I was the first grandchild to arrive for Joan and Les Bryan and I was simply adored, some people might disagree but I always think the first grandchild to come along has a special relationship with their grandparents. The first grandchild makes them grandparents, before that they were just parents.
I obviously can’t remember that much about when I was really young but there are plenty of photos which show I spent a lot of time with them. I wasn’t alone for to long, it was only a couple of years before “the others” came along. By others I mean other grandchildren – meh! As I got older I remember camping holidays in the touring caravan to Grange over Sands where we would spend our time making friends, playing in the woods, swimming in the sea – not far from Sellafield – I swear I still glow in the dark and begging to sleep in the awning then having to pick earwigs out of our sleeping bag every morning. They then upgraded to a static caravan in Silloth and we enjoyed every summer playing bingo at the lido, snogging the locals and building fires on the beach – happy days. Now as much as I love the bones of the woman, she was certainly not the easiest person to live with. I have understood this more as I have gotten older. Its funny as a child you look at people you love with rose tinted glasses on, its only when you get older that you look at those people and realise that there weren’t actually the person you thought they were. In my eyes as a little girl my grandma was perfect. She knitted clothes for my dolls, baked cakes and let us eat the raw cake mixture, in my young eyes she was perfect.
My grandma was 69 when my granda died suddenly of a heart attack. It was an awful time but she just got on with it. I visited regularly and often took friends over with me – at the end of the day it was a 132 mile round trip and it gets a bit boring after a while. My grandma dealt with being along quite well, she occupied herself in the house and garden, went up town, watched TV, smoked (lots) and drank large quantities of tea, I do think she was extremely lonely though and it makes me sad now to think of her sitting alone in her house. She didn’t have any friends that I knew of, I don’t know whether this was because she spent all her time with my granda or whether it was just because she was a pain in the arse.
As she got older is became apparent that she was going to need a bit of help with things such as shopping, gardening, cleaning etc. Now for anyone who has ever met grandma they will know that there is no one on earth that is as stubborn as that woman! So about 8 years ago I started going across every fortnight to take her for a “big” shop to Asda and she would pop out for essentials (tabs and t bags) during the week. As she got older and she struggled to go out by herself I got her a wheelchair and I would go weekly to take her to Asda, do some cleaning, potter about in the garden – see how the list is getting longer!?!?! As I mentioned earlier as a little girl I thought my grandma was perfect, as a grown woman dealing with her and seeing at times her true colours I could have quite easily throttled her.

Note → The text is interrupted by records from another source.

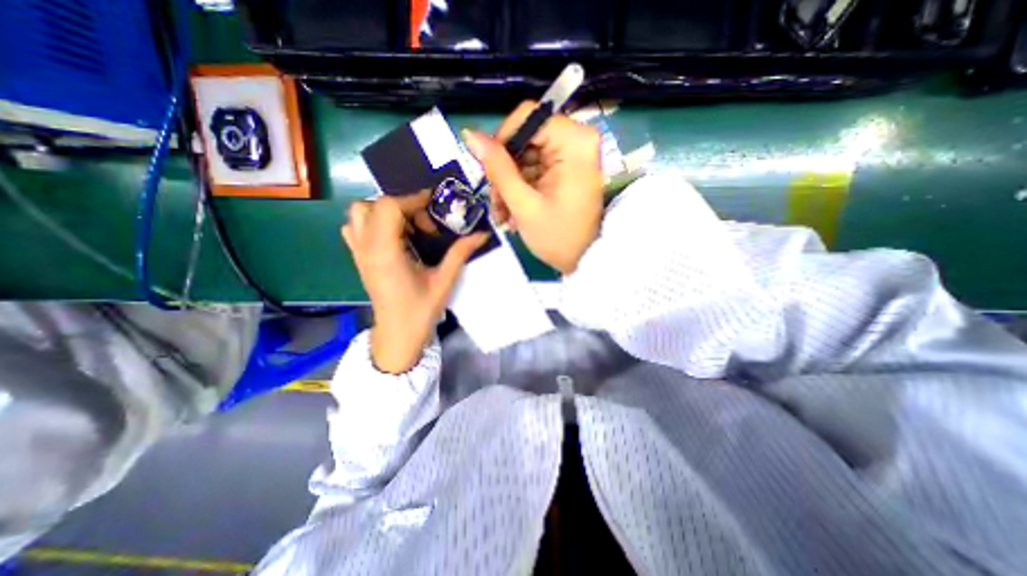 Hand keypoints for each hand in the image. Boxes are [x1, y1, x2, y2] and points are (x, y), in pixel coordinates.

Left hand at [343, 194, 486, 373]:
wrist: (398, 334)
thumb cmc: (420, 310)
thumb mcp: (444, 281)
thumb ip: (460, 254)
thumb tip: (481, 234)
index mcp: (386, 253)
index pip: (388, 208)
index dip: (412, 200)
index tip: (433, 206)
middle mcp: (367, 249)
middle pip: (371, 206)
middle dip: (400, 206)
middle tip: (422, 223)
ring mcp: (359, 253)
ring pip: (359, 214)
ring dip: (384, 213)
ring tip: (408, 228)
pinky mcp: (359, 259)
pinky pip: (355, 228)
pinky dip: (373, 223)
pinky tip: (394, 237)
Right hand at [464, 100, 602, 273]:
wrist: (585, 261)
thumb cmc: (558, 237)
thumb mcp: (523, 204)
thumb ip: (498, 168)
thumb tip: (470, 134)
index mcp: (574, 141)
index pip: (526, 117)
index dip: (502, 142)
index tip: (490, 173)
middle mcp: (577, 140)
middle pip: (525, 138)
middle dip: (505, 172)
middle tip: (497, 204)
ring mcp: (572, 155)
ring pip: (526, 156)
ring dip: (509, 185)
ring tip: (505, 216)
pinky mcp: (567, 169)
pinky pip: (534, 169)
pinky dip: (521, 189)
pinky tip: (515, 213) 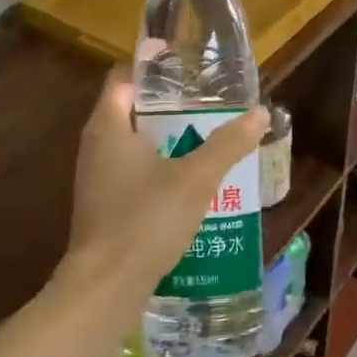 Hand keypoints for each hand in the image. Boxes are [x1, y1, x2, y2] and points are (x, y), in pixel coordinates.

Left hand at [63, 69, 269, 307]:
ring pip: (134, 146)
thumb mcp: (196, 178)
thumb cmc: (146, 220)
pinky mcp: (103, 207)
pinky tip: (191, 185)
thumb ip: (228, 144)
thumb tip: (260, 113)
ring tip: (208, 141)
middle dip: (170, 107)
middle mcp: (95, 147)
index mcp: (109, 127)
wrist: (106, 287)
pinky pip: (133, 175)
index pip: (124, 78)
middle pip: (132, 111)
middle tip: (210, 106)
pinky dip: (159, 171)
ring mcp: (96, 179)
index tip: (189, 70)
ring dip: (168, 141)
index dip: (154, 69) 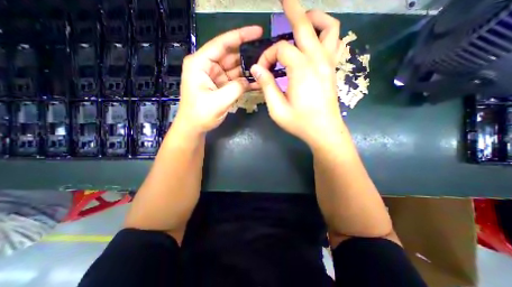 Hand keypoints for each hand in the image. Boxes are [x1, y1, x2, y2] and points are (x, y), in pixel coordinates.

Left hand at [172, 24, 261, 133]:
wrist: (194, 127)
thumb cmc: (200, 114)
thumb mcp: (218, 101)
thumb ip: (236, 88)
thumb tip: (250, 80)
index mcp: (200, 64)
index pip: (222, 44)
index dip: (240, 36)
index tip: (258, 32)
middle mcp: (207, 66)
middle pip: (230, 55)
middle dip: (247, 56)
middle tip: (265, 57)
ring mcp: (214, 75)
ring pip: (234, 68)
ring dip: (248, 70)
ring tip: (264, 71)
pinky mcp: (220, 84)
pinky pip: (235, 79)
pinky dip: (244, 81)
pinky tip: (256, 82)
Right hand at [252, 0, 343, 146]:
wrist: (324, 131)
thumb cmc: (300, 122)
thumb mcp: (277, 109)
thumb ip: (267, 86)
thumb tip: (257, 68)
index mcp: (301, 69)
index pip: (280, 50)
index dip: (267, 57)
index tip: (262, 70)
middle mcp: (317, 60)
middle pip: (306, 25)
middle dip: (293, 10)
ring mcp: (329, 64)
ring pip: (328, 28)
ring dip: (315, 19)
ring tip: (302, 20)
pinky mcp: (333, 70)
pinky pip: (335, 43)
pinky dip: (326, 34)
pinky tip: (317, 39) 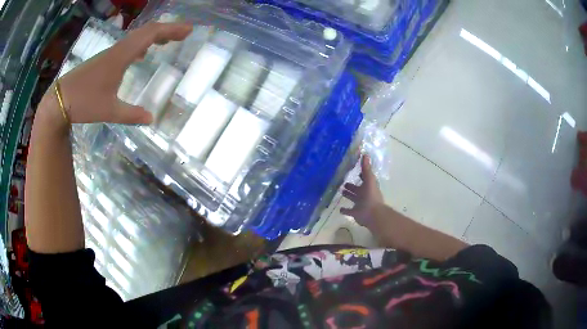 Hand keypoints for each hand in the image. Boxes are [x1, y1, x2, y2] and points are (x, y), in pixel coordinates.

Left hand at [41, 22, 191, 130]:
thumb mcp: (109, 111)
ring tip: (168, 41)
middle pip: (146, 30)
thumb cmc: (83, 103)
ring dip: (154, 35)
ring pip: (137, 36)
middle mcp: (117, 49)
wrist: (60, 99)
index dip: (171, 30)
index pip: (150, 35)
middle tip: (184, 34)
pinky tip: (142, 54)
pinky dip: (141, 44)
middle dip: (167, 29)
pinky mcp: (105, 59)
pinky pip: (128, 45)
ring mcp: (110, 53)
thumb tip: (151, 118)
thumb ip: (131, 115)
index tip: (188, 30)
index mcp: (121, 57)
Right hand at [341, 155, 383, 226]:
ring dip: (348, 195)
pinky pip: (349, 211)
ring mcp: (360, 204)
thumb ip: (366, 168)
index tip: (355, 171)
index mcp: (368, 186)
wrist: (372, 213)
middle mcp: (364, 194)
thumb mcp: (369, 179)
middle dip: (352, 186)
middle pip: (357, 189)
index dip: (361, 175)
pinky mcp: (355, 213)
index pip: (364, 179)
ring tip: (341, 191)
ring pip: (353, 198)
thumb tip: (365, 154)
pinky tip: (340, 209)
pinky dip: (345, 210)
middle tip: (344, 183)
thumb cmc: (371, 195) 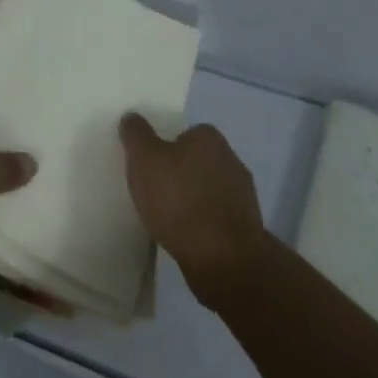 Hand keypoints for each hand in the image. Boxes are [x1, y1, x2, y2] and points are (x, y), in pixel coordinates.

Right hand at [120, 114, 268, 305]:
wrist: (223, 259)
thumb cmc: (179, 200)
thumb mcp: (144, 159)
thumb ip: (136, 134)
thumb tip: (132, 118)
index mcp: (209, 138)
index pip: (183, 134)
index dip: (164, 148)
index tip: (149, 167)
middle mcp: (231, 159)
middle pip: (196, 161)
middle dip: (179, 174)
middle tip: (154, 192)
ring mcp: (243, 195)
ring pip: (207, 190)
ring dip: (192, 200)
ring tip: (167, 219)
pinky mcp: (245, 226)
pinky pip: (215, 217)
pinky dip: (202, 224)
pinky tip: (186, 237) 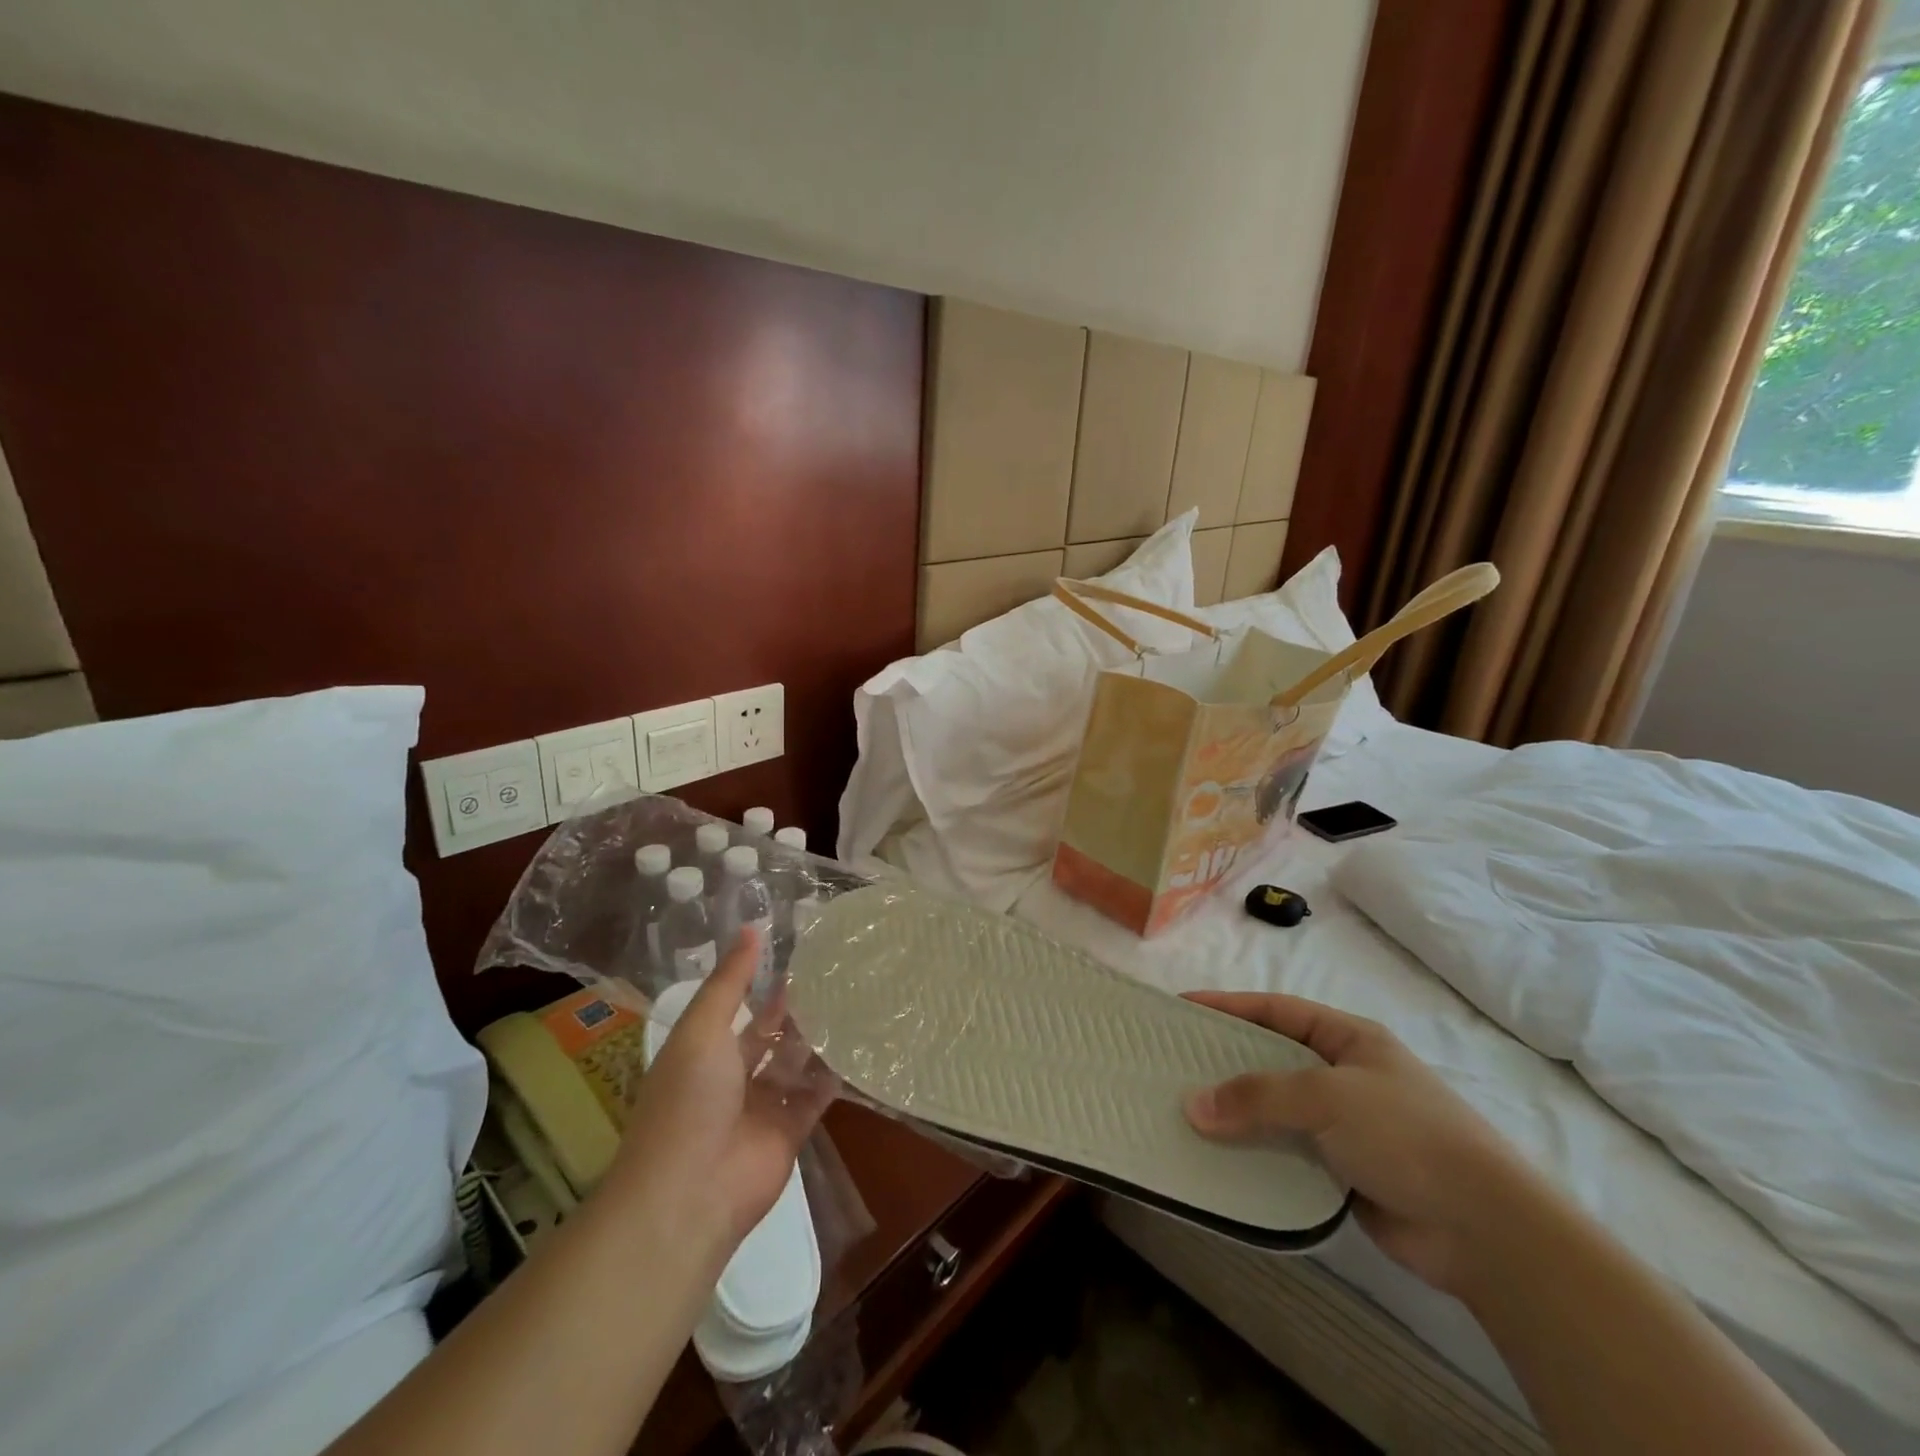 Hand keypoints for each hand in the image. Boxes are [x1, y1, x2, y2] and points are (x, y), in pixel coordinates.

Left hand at [610, 930, 837, 1257]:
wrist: (689, 1194)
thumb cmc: (687, 1100)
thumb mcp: (702, 1028)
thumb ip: (730, 981)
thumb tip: (751, 927)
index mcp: (704, 1049)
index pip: (738, 1005)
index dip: (763, 980)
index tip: (800, 950)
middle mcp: (732, 1075)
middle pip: (770, 1033)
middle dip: (797, 1007)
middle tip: (838, 971)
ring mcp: (762, 1104)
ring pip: (795, 1061)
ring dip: (818, 1036)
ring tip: (856, 998)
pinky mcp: (790, 1129)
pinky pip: (816, 1094)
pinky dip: (834, 1072)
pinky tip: (860, 1042)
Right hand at [1182, 992, 1530, 1294]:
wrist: (1486, 1230)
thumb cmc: (1406, 1134)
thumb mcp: (1327, 1097)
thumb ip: (1258, 1096)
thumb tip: (1192, 1105)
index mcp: (1348, 1038)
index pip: (1275, 1010)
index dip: (1228, 1005)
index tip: (1182, 1006)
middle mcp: (1345, 1075)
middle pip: (1272, 1058)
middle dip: (1225, 1061)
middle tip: (1174, 1062)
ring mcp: (1346, 1124)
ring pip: (1276, 1109)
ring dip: (1238, 1112)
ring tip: (1186, 1112)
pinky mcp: (1344, 1170)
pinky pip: (1287, 1152)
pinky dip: (1256, 1152)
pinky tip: (1221, 1157)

In fact when we argued I have been known to shout at her “it won’t be old age that kills you, it will be me, with my bare hands”. She would then tell me to piss off! For anyone that looks after or cares for an elderly relative then I 100% empathise with your situation and for those that don’t then you have no idea how mentally and emotionally difficult it is.
It sounds like all doom and gloom and it’s really not, I would still probably do it all again. Grandma is in a care home now over here in the North East now so the pressure on me is off. I get to enjoy her company again. Its been a horrendous 4/5 years since her mental health started to deteriorate and its been a difficult journey to get her where we are today. In the early days its easy to put a change in character down to old age and there is little to no support for someone who owns their own home and even though I was running backwards and forward to Carlisle 2 -3 -4 times a week I wasn’t classed as her carer so I was not entitled to any help either. Its a horrible situation but one you just get on with.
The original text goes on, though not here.